De: Francis Lee. Com Kate Winslet, Saoirse Ronan, Gemma Jones e Fiona Shaw. Romance / Drama, Reino Unido / Austrália, 2020, 120 minutos.
Amonite (Ammonite) pode até ter perdido força na reta final da temporada de premiações - foi um dos esnobados do Oscar desse ano. Mas este fato não retira a qualidade da obra do diretor Francis Lee, que entrega um filme com aquele estilo classudão, de época, com uma elegância que se estende para além dos aspectos técnicos, chegando às interpretações e até ao roteiro - que foge um pouquinho do óbvio na hora de retratar um romance entre duas mulheres. A trama retorna 200 anos no tempo para nos apresentar à paleontóloga Mary Anning (Kate Winslet), uma profissional sisuda, taciturna, que ocupa seus dias buscando evidências científicas de fósseis marinhos de um tipo bem específico de molusco (no caso o amonite do título original), junto ao Canal da Mancha. A rotina de não muita emoção é quebrada com a chegada da jovem Charlotte Murchison (Saoirse Ronan) ao local que, não demora, se transforma em uma espécie de aprendiz de Mary.
Ou, ao menos na teoria, é isso. Charlotte chega ao local conduzida pelo marido (James McArdle) e com uma recomendação médica a tiracolo: a brisa marinha, a água do mar e um ambiente mais tranquilo podem auxiliar a jovem no tratamento de um quadro de "melancolia". Não é preciso ser nenhum adivinho pra saber que a relação se iniciará às turras: pouco aberta para novidades e bastante pragmática, Mary maltratará a sua hóspede improvisada, não fazendo muita questão de esconder seu descontentamento diante da tarefa meio improvisada que lhe é imposta. E tudo piorará quando, fragilizada, Charlotte for acometida de um resfriado, que ampliará a distância entre a dupla central. Mas esse é um romance, não podemos esquecer, e essas dificuldades iniciais serão apenas o combustível para que, aos poucos, as duas se aproximem, iniciando uma relação as escondidas. A conservadora mãe de Mary (a ótima Gemma Jones) não pode sonhar que a filha deseja outra mulher. O mesmo valendo para o escândalo que envolveria Charlotte, uma moça casada.

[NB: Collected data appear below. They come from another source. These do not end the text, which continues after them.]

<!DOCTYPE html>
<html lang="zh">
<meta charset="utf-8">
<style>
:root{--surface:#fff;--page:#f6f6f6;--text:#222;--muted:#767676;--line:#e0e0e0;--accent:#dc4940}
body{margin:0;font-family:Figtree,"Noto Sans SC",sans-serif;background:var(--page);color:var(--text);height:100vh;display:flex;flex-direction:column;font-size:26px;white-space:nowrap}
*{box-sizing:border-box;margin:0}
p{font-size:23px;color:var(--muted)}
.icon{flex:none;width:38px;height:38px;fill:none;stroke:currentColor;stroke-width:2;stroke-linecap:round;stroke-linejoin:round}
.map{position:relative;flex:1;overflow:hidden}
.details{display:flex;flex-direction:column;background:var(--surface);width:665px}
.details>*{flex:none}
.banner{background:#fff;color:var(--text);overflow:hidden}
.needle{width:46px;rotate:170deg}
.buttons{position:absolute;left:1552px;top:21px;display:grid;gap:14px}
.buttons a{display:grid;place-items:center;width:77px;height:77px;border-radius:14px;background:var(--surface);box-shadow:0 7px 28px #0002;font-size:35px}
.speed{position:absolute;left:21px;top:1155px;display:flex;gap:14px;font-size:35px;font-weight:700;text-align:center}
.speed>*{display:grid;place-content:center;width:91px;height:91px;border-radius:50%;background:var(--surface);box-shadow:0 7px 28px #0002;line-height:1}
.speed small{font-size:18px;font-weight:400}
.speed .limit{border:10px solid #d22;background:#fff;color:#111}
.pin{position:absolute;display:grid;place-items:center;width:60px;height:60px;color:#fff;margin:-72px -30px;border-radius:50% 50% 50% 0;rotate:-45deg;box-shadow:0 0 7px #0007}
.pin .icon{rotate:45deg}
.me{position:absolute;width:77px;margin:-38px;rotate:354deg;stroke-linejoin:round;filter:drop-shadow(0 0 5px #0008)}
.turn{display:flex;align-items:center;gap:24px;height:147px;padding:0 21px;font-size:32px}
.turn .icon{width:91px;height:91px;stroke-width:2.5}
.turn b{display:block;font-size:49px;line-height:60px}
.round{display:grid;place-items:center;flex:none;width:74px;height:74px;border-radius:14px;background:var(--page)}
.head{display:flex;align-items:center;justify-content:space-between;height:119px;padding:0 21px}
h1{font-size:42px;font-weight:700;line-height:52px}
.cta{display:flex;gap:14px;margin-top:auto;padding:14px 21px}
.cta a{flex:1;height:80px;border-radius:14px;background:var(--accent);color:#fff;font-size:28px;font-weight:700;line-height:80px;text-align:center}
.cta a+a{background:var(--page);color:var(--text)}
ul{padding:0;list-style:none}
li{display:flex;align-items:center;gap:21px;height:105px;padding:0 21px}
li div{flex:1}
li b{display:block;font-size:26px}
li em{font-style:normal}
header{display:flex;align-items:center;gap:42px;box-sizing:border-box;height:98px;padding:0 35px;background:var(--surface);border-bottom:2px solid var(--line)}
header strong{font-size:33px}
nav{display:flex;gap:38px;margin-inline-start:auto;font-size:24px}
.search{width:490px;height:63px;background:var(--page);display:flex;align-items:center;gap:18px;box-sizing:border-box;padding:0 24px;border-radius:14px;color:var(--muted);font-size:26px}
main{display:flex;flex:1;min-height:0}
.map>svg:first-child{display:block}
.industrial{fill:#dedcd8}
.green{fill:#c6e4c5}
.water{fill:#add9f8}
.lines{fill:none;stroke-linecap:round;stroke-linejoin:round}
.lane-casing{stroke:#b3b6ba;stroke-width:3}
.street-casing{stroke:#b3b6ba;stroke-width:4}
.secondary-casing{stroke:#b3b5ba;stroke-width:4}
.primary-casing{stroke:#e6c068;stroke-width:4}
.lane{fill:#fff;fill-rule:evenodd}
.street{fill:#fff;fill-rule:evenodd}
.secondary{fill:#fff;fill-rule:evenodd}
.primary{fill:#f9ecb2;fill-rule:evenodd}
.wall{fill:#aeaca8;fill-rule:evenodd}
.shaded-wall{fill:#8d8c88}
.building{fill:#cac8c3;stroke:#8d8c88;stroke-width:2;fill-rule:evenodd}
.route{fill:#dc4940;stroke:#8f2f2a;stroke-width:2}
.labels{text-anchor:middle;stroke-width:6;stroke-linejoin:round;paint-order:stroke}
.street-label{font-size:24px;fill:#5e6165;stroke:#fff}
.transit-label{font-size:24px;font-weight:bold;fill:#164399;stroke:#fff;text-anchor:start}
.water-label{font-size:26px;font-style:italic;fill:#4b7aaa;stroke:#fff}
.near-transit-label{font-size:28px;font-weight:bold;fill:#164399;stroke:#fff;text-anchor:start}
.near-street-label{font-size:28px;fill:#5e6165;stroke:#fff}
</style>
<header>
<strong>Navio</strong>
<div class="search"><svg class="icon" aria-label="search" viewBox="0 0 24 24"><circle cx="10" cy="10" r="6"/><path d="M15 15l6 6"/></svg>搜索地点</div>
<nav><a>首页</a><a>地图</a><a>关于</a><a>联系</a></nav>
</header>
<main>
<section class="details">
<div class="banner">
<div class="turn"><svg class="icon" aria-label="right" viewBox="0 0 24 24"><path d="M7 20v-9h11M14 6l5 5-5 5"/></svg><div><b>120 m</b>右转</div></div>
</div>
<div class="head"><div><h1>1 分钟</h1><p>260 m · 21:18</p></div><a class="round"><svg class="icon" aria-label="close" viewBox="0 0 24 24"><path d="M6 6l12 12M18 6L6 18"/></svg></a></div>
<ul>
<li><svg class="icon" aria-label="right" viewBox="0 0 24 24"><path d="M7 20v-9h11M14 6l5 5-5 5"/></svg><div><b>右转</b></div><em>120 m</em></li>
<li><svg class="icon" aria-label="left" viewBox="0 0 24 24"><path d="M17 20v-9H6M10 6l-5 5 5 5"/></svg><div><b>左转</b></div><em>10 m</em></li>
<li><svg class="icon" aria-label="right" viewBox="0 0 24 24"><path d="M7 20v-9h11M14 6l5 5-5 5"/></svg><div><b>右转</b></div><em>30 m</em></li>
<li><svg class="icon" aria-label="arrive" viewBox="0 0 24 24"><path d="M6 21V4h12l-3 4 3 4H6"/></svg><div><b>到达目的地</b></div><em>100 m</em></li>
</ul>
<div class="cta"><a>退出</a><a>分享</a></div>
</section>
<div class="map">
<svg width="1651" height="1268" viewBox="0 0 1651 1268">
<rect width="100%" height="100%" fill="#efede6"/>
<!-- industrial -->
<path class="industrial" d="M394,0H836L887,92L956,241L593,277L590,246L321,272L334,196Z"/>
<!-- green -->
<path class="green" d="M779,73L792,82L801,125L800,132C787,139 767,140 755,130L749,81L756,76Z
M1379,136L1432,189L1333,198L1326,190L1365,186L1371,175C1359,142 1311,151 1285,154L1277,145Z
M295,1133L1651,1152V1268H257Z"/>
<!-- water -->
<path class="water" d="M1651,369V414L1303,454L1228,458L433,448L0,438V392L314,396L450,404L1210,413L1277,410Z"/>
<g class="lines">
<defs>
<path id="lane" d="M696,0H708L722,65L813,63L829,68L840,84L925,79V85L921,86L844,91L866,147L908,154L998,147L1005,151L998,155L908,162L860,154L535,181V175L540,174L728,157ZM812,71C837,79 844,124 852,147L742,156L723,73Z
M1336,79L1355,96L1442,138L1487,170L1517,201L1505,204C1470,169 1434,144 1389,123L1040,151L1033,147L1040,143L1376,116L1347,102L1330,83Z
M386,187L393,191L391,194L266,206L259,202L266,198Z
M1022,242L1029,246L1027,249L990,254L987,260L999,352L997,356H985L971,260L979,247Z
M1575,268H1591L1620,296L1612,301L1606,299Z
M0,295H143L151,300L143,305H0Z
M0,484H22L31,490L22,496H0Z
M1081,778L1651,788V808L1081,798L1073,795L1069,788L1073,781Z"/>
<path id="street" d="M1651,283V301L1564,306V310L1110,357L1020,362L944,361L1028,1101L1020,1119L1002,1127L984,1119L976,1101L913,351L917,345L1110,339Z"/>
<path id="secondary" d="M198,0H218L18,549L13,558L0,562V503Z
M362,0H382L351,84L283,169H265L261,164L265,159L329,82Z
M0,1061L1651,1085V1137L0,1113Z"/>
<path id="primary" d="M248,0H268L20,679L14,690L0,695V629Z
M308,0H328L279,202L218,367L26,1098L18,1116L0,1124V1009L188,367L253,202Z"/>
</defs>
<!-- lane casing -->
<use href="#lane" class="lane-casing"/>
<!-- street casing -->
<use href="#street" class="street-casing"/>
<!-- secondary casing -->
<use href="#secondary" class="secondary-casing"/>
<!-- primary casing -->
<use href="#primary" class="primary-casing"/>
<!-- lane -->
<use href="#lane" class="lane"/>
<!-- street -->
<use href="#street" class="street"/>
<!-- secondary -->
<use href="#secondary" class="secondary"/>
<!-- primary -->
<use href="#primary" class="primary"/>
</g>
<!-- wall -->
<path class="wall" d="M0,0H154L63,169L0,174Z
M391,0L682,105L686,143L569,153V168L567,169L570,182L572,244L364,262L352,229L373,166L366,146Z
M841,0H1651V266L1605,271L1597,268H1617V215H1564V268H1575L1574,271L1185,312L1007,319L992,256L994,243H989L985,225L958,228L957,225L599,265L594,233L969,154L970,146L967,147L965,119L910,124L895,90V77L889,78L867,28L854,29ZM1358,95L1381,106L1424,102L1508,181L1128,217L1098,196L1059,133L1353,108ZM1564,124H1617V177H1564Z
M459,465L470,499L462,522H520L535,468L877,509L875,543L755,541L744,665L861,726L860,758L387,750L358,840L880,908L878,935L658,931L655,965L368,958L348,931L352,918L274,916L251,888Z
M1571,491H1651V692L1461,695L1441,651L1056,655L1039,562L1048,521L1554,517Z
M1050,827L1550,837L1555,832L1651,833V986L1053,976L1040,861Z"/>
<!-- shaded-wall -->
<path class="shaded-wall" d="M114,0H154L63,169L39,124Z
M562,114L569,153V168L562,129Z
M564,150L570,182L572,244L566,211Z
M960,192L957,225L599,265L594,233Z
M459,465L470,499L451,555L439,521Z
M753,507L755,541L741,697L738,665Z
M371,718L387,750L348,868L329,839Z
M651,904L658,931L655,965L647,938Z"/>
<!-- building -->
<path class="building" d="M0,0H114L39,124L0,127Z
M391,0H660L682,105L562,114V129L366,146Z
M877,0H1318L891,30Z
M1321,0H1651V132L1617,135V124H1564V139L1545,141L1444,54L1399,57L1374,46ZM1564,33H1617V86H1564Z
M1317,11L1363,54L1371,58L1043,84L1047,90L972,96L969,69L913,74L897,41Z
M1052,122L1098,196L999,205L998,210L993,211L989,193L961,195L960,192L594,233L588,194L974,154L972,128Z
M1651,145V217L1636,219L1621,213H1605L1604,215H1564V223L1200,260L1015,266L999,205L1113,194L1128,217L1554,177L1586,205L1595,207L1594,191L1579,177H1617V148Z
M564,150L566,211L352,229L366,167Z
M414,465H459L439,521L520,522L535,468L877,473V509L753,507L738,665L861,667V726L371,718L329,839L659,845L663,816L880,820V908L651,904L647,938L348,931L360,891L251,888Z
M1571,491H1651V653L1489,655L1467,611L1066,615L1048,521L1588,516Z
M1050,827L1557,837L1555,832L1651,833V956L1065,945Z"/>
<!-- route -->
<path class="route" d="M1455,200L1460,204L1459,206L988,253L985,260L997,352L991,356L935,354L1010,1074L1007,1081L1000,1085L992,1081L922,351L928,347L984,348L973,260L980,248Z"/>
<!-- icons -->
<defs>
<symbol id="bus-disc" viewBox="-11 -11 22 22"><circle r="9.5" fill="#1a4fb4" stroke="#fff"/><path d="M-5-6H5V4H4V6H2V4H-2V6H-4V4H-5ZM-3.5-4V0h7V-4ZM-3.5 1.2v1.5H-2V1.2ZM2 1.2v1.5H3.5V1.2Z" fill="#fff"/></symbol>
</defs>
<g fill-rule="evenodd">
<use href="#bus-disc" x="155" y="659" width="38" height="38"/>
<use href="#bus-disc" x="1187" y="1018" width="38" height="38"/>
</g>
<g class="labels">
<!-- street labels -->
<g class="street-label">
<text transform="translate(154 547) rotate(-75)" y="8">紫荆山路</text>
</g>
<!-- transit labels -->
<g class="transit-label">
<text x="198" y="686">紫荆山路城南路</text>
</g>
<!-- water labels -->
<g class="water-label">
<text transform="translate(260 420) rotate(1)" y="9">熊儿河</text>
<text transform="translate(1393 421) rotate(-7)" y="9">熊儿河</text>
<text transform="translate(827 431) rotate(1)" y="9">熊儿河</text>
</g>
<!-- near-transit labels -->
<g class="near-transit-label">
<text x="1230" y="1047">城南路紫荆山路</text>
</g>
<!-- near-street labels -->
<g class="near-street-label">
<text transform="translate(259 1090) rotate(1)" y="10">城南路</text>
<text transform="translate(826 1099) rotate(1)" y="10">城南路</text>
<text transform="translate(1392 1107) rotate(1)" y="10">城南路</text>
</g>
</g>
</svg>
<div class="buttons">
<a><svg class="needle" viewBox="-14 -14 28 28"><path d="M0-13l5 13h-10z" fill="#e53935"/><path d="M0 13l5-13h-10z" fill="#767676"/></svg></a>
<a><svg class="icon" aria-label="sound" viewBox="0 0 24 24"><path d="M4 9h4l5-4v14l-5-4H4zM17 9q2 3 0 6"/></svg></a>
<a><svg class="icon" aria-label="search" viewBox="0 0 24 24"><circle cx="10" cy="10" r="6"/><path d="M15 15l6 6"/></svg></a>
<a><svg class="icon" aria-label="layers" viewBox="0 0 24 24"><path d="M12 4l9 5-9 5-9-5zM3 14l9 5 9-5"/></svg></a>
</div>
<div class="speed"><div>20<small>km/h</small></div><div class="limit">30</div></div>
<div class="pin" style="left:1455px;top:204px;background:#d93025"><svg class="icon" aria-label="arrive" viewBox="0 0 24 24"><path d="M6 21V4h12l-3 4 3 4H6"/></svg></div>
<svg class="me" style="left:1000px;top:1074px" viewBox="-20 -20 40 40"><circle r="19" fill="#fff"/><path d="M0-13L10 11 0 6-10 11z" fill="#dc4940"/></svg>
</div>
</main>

Ao cabo, trata-se daquele tipo de filme que utiliza a sua ambientação - bem como seu desenho de produção, sua fotografia e até mesmo seu figurino - para a construção da narrativa que assistimos. A praia que a gente vê é acinzentada, pálida, pouco ensolarada. O frio parece emanar de cada canto, de cada frame - e as pedras coletadas não fogem a este aspecto. Mais, como força de reforçar o clima de desolação, Lee nos entrega, em uma das primeiras sequências, um café da manhã em que um ovo cozido se apresenta choco. Uma massa morta salta da casca. A melancolia está em cada poro. E é claro que tudo isso se modificará conforme avançar a amizade entre Mary e Charlotte: as roupas ganharão outras tonalidades, os sorrisos aparecerão bem como uma fresta de sol, aqui e ali. O amor é capaz desse tipo de transformação. Melhor, é capaz de tornar um ovo cozido em apenas isso mesmo: um ovo cozido. Gostoso. Normal.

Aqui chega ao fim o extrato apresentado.